## Exercise:
Write back every record verbatim.

################

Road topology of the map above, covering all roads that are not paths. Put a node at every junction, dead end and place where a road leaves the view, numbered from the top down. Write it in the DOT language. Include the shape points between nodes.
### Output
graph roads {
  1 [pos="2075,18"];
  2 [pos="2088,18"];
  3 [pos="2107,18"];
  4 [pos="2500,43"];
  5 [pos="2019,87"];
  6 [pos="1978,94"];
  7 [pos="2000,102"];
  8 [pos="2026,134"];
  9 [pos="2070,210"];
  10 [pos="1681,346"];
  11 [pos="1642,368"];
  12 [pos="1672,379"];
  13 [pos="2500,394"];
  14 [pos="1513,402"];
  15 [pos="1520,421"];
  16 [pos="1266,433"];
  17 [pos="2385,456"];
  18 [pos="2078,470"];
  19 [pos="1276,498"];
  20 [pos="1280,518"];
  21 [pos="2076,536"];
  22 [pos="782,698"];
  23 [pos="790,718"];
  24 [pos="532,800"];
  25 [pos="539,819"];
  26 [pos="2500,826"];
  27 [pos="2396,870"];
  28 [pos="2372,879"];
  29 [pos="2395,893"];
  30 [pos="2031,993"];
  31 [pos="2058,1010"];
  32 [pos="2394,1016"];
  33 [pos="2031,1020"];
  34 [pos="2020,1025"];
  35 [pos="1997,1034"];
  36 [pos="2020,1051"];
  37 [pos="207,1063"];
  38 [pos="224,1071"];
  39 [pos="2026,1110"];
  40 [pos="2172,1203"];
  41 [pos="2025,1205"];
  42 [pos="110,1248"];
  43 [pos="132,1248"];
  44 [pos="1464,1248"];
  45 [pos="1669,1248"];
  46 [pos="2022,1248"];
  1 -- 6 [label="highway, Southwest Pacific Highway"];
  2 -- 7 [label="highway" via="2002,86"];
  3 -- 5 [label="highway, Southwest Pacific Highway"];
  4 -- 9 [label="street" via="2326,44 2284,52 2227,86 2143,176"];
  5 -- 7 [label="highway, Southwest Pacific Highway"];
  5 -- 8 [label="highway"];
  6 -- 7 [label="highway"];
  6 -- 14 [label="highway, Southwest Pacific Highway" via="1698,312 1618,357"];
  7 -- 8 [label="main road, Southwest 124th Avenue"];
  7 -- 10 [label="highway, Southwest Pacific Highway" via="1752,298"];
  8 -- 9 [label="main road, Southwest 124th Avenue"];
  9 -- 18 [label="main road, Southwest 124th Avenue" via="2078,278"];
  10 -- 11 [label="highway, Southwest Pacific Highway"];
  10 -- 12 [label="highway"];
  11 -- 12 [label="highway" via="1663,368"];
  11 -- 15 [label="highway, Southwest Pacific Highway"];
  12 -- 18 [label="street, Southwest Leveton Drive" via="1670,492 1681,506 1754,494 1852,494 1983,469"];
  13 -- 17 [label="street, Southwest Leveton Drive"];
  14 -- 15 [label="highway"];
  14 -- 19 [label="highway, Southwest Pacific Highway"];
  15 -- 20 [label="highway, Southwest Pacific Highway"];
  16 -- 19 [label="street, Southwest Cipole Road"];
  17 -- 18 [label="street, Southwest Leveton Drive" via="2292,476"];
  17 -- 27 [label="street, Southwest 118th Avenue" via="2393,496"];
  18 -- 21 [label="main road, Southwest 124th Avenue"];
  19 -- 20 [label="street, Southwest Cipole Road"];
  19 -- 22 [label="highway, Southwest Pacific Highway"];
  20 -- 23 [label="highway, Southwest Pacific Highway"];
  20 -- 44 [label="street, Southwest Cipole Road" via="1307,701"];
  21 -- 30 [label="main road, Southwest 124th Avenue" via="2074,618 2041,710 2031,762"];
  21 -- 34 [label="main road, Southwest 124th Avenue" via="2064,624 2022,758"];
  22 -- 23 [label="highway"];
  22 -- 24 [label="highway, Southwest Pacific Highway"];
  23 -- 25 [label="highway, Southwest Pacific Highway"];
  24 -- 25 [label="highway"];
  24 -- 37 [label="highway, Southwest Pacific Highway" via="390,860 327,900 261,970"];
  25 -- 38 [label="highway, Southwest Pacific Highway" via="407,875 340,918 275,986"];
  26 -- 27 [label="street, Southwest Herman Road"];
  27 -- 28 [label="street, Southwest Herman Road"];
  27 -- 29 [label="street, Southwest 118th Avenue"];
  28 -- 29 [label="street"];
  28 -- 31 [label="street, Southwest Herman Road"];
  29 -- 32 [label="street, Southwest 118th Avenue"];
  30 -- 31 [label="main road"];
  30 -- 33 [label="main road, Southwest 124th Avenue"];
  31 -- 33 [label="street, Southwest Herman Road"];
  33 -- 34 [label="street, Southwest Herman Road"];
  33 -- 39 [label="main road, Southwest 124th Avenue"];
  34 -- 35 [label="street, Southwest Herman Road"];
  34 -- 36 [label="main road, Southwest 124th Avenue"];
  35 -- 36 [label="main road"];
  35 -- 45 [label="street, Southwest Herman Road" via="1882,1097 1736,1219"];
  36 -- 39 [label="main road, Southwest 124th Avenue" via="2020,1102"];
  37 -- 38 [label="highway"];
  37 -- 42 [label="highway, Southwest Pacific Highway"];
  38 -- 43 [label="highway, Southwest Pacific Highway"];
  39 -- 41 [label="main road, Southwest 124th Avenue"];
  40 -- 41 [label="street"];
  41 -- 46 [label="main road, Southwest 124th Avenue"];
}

################

## Answer to the exercise:
Road topology of the map above, covering all roads that are not paths. Put a node at every junction, dead end and place where a road leaves the view, numbered from the top down. Write it in the DOT language. Include the shape points between nodes.
### Output
graph roads {
  1 [pos="2075,18"];
  2 [pos="2088,18"];
  3 [pos="2107,18"];
  4 [pos="2500,43"];
  5 [pos="2019,87"];
  6 [pos="1978,94"];
  7 [pos="2000,102"];
  8 [pos="2026,134"];
  9 [pos="2070,210"];
  10 [pos="1681,346"];
  11 [pos="1642,368"];
  12 [pos="1672,379"];
  13 [pos="2500,394"];
  14 [pos="1513,402"];
  15 [pos="1520,421"];
  16 [pos="1266,433"];
  17 [pos="2385,456"];
  18 [pos="2078,470"];
  19 [pos="1276,498"];
  20 [pos="1280,518"];
  21 [pos="2076,536"];
  22 [pos="782,698"];
  23 [pos="790,718"];
  24 [pos="532,800"];
  25 [pos="539,819"];
  26 [pos="2500,826"];
  27 [pos="2396,870"];
  28 [pos="2372,879"];
  29 [pos="2395,893"];
  30 [pos="2031,993"];
  31 [pos="2058,1010"];
  32 [pos="2394,1016"];
  33 [pos="2031,1020"];
  34 [pos="2020,1025"];
  35 [pos="1997,1034"];
  36 [pos="2020,1051"];
  37 [pos="207,1063"];
  38 [pos="224,1071"];
  39 [pos="2026,1110"];
  40 [pos="2172,1203"];
  41 [pos="2025,1205"];
  42 [pos="110,1248"];
  43 [pos="132,1248"];
  44 [pos="1464,1248"];
  45 [pos="1669,1248"];
  46 [pos="2022,1248"];
  1 -- 6 [label="highway, Southwest Pacific Highway"];
  2 -- 7 [label="highway" via="2002,86"];
  3 -- 5 [label="highway, Southwest Pacific Highway"];
  4 -- 9 [label="street" via="2326,44 2284,52 2227,86 2143,176"];
  5 -- 7 [label="highway, Southwest Pacific Highway"];
  5 -- 8 [label="highway"];
  6 -- 7 [label="highway"];
  6 -- 14 [label="highway, Southwest Pacific Highway" via="1698,312 1618,357"];
  7 -- 8 [label="main road, Southwest 124th Avenue"];
  7 -- 10 [label="highway, Southwest Pacific Highway" via="1752,298"];
  8 -- 9 [label="main road, Southwest 124th Avenue"];
  9 -- 18 [label="main road, Southwest 124th Avenue" via="2078,278"];
  10 -- 11 [label="highway, Southwest Pacific Highway"];
  10 -- 12 [label="highway"];
  11 -- 12 [label="highway" via="1663,368"];
  11 -- 15 [label="highway, Southwest Pacific Highway"];
  12 -- 18 [label="street, Southwest Leveton Drive" via="1670,492 1681,506 1754,494 1852,494 1983,469"];
  13 -- 17 [label="street, Southwest Leveton Drive"];
  14 -- 15 [label="highway"];
  14 -- 19 [label="highway, Southwest Pacific Highway"];
  15 -- 20 [label="highway, Southwest Pacific Highway"];
  16 -- 19 [label="street, Southwest Cipole Road"];
  17 -- 18 [label="street, Southwest Leveton Drive" via="2292,476"];
  17 -- 27 [label="street, Southwest 118th Avenue" via="2393,496"];
  18 -- 21 [label="main road, Southwest 124th Avenue"];
  19 -- 20 [label="street, Southwest Cipole Road"];
  19 -- 22 [label="highway, Southwest Pacific Highway"];
  20 -- 23 [label="highway, Southwest Pacific Highway"];
  20 -- 44 [label="street, Southwest Cipole Road" via="1307,701"];
  21 -- 30 [label="main road, Southwest 124th Avenue" via="2074,618 2041,710 2031,762"];
  21 -- 34 [label="main road, Southwest 124th Avenue" via="2064,624 2022,758"];
  22 -- 23 [label="highway"];
  22 -- 24 [label="highway, Southwest Pacific Highway"];
  23 -- 25 [label="highway, Southwest Pacific Highway"];
  24 -- 25 [label="highway"];
  24 -- 37 [label="highway, Southwest Pacific Highway" via="390,860 327,900 261,970"];
  25 -- 38 [label="highway, Southwest Pacific Highway" via="407,875 340,918 275,986"];
  26 -- 27 [label="street, Southwest Herman Road"];
  27 -- 28 [label="street, Southwest Herman Road"];
  27 -- 29 [label="street, Southwest 118th Avenue"];
  28 -- 29 [label="street"];
  28 -- 31 [label="street, Southwest Herman Road"];
  29 -- 32 [label="street, Southwest 118th Avenue"];
  30 -- 31 [label="main road"];
  30 -- 33 [label="main road, Southwest 124th Avenue"];
  31 -- 33 [label="street, Southwest Herman Road"];
  33 -- 34 [label="street, Southwest Herman Road"];
  33 -- 39 [label="main road, Southwest 124th Avenue"];
  34 -- 35 [label="street, Southwest Herman Road"];
  34 -- 36 [label="main road, Southwest 124th Avenue"];
  35 -- 36 [label="main road"];
  35 -- 45 [label="street, Southwest Herman Road" via="1882,1097 1736,1219"];
  36 -- 39 [label="main road, Southwest 124th Avenue" via="2020,1102"];
  37 -- 38 [label="highway"];
  37 -- 42 [label="highway, Southwest Pacific Highway"];
  38 -- 43 [label="highway, Southwest Pacific Highway"];
  39 -- 41 [label="main road, Southwest 124th Avenue"];
  40 -- 41 [label="street"];
  41 -- 46 [label="main road, Southwest 124th Avenue"];
}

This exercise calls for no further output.